Member of the Constituent Assembly for Portalegre
- In office 15 June 1911 – 25 August 1911

Senator for Portalegre
- In office 26 August 1911 – 4 April 1912

Personal details
- Born: 2 February 1864 Gavião, Kingdom of Portugal
- Died: 21 November 1926 (aged 62) Lisbon, Portugal
- Party: Portuguese Republican Party (later Unionist Party)
- Spouse: Laura Virgínia de Barros de Azevedo
- Occupation: Urologist, politician and diplomat

= Eusébio Leão =

Portuguese politician

Francisco Eusébio Lourenço Leão (2 February 1864 - 21 November 1926) was a Portuguese physician and republican politician.

==Biography==
He was born in Gavião, Portalegre.
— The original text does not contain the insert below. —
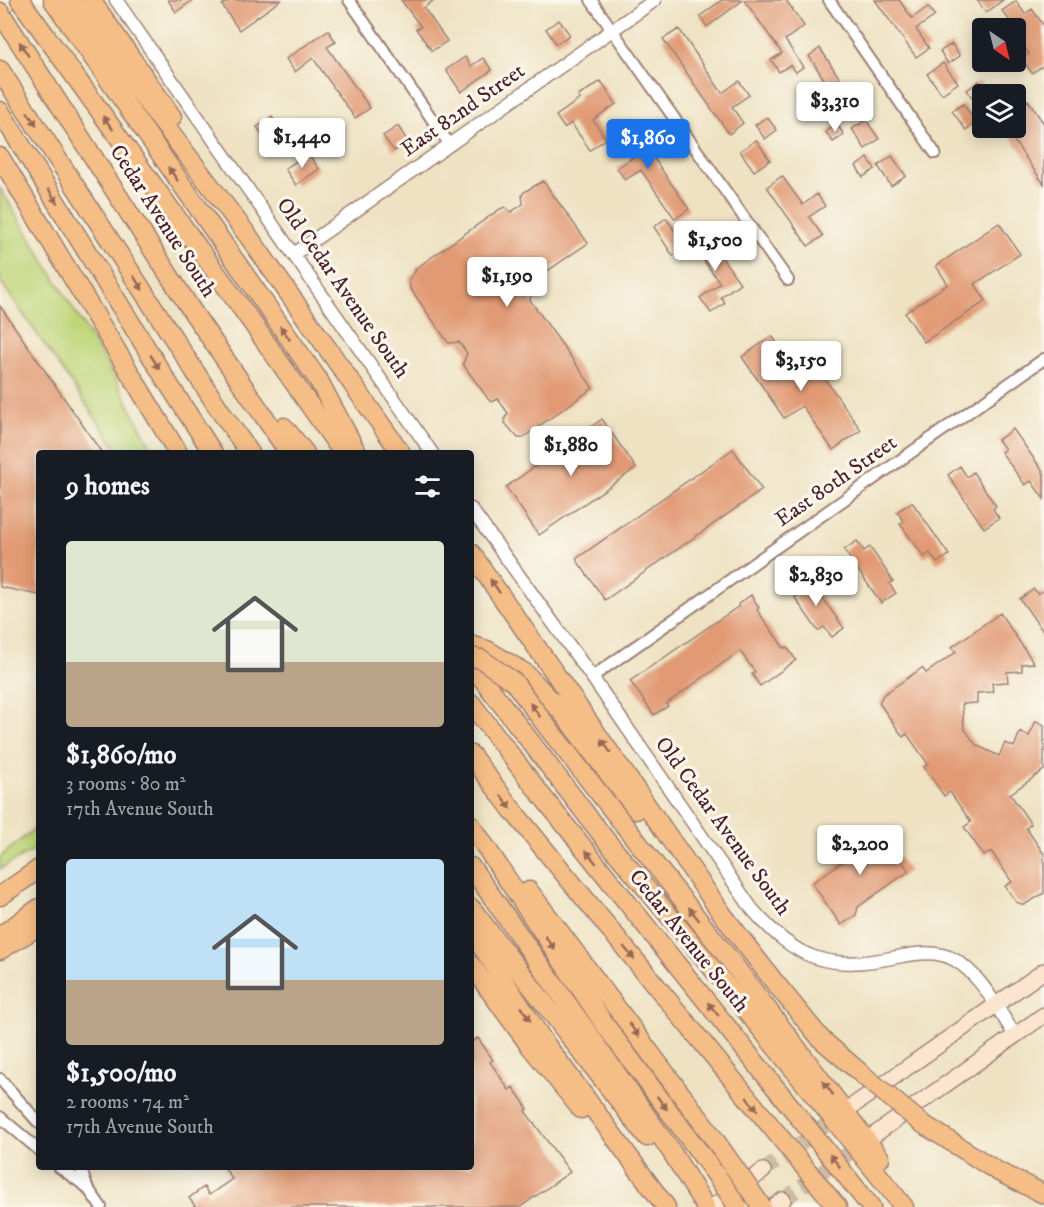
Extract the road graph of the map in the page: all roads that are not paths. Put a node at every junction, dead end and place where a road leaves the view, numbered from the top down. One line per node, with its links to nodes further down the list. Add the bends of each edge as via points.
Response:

He was trained as a physician in the Lisbon Medico-Surgical School, from which he graduated in 1890. He practised medicine in his hometown of Gavião, and then specialised in urology in Paris and Berlin.

He was politically active in Lisbon, especially after the 1890 British Ultimatum, contributing to several publications as a vocal proponent of the republican ideals. He joined the Freemasonry in 1893, part of the Elias Garcia Loge from 1895 and the José Estêvão Loge from 1911.

Eusébio Leão was one of the founders of the newspaper A Pátria and, in October 1909, was elected Secretary to the Directory of the Portuguese Republican Party. He ran several times for Parliament around this time, but was never elected.

After the Republican Revolution in 1910, during which he was one of the people who proclaimed the new regime from the balcony of the Lisbon City Hall, he was made Civil Governor of the Lisbon District, and was elected member of the National Constituent Assembly to draft a new constitution. Afterwards, he became a Senator.

When the Portuguese Republican Party dissolved in 1912, Eusébio Leão became part of Brito Camacho's Unionist Party. That year, he was named ambassador in Rome, a post he occupied until October 1926.

Eusébio Leão died in Lisbon, on 21 November 1926.